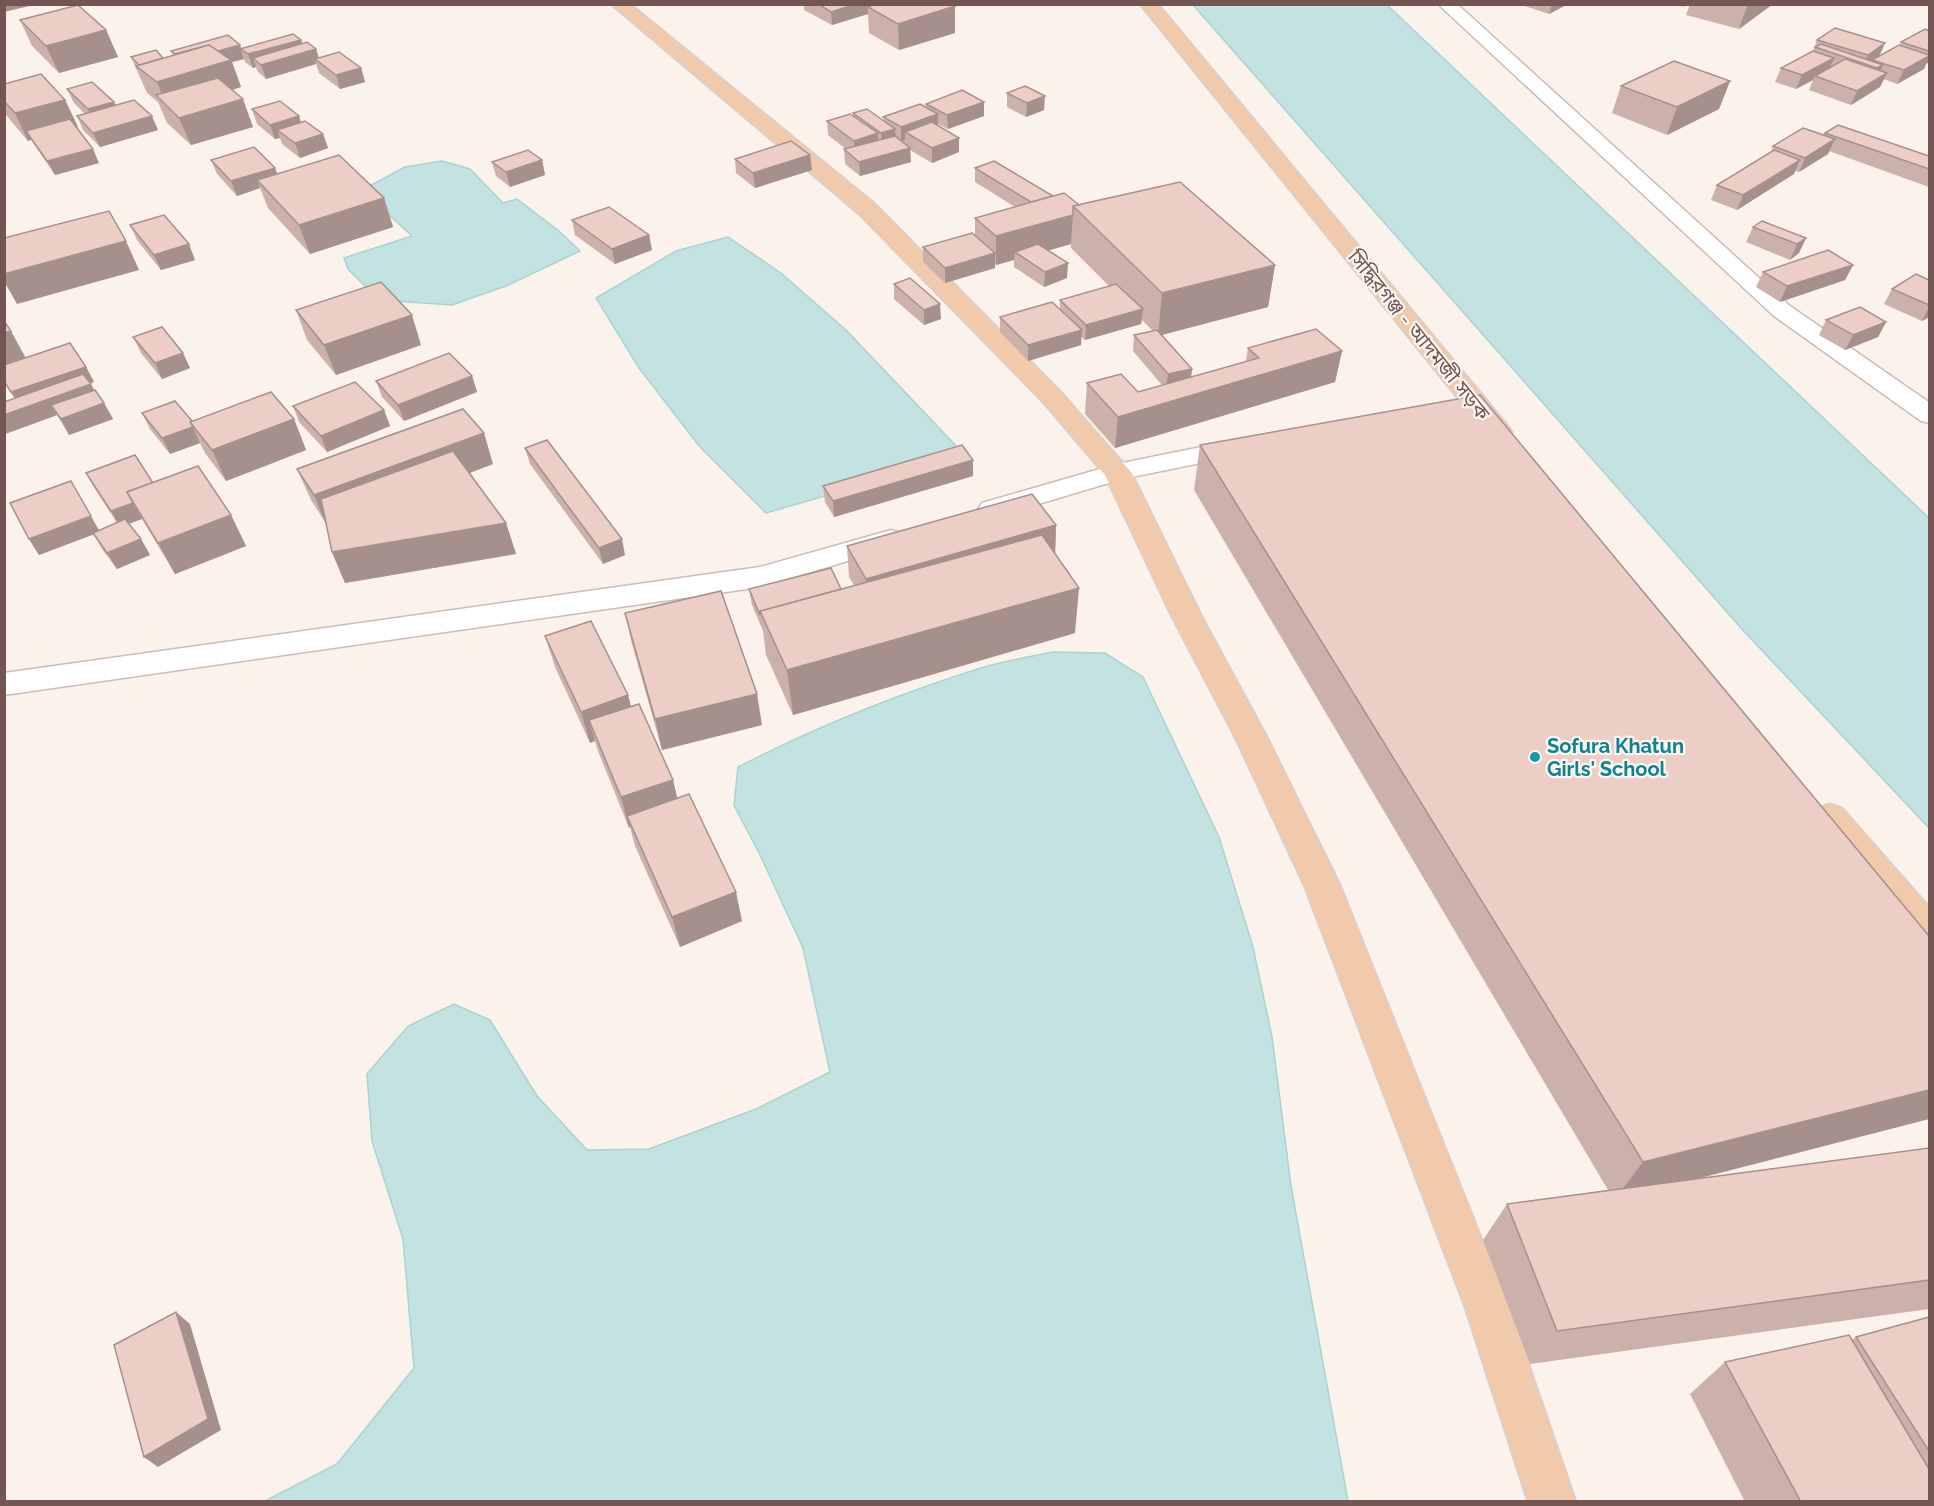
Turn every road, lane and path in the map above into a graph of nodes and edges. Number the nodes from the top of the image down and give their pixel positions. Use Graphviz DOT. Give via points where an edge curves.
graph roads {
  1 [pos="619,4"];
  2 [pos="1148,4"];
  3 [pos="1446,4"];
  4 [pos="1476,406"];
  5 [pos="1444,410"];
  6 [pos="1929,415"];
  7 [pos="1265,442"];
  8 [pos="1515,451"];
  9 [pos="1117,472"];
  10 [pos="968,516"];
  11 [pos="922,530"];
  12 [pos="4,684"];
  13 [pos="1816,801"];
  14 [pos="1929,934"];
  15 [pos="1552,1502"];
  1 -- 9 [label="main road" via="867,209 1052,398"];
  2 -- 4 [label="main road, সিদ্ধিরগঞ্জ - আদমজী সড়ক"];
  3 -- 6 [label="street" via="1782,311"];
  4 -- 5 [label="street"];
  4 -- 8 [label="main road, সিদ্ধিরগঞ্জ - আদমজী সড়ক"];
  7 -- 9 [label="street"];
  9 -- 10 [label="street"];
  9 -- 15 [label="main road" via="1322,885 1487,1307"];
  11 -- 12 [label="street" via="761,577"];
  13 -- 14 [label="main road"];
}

Try it — Your reply must contain each entry exactly as written and no pictures.

Exercise response —
Turn every road, lane and path in the map above into a graph of nodes and edges. Number the nodes from the top of the image down and give their pixel positions. Use Graphviz DOT. Give via points where an edge curves.
graph roads {
  1 [pos="619,4"];
  2 [pos="1148,4"];
  3 [pos="1446,4"];
  4 [pos="1476,406"];
  5 [pos="1444,410"];
  6 [pos="1929,415"];
  7 [pos="1265,442"];
  8 [pos="1515,451"];
  9 [pos="1117,472"];
  10 [pos="968,516"];
  11 [pos="922,530"];
  12 [pos="4,684"];
  13 [pos="1816,801"];
  14 [pos="1929,934"];
  15 [pos="1552,1502"];
  1 -- 9 [label="main road" via="867,209 1052,398"];
  2 -- 4 [label="main road, সিদ্ধিরগঞ্জ - আদমজী সড়ক"];
  3 -- 6 [label="street" via="1782,311"];
  4 -- 5 [label="street"];
  4 -- 8 [label="main road, সিদ্ধিরগঞ্জ - আদমজী সড়ক"];
  7 -- 9 [label="street"];
  9 -- 10 [label="street"];
  9 -- 15 [label="main road" via="1322,885 1487,1307"];
  11 -- 12 [label="street" via="761,577"];
  13 -- 14 [label="main road"];
}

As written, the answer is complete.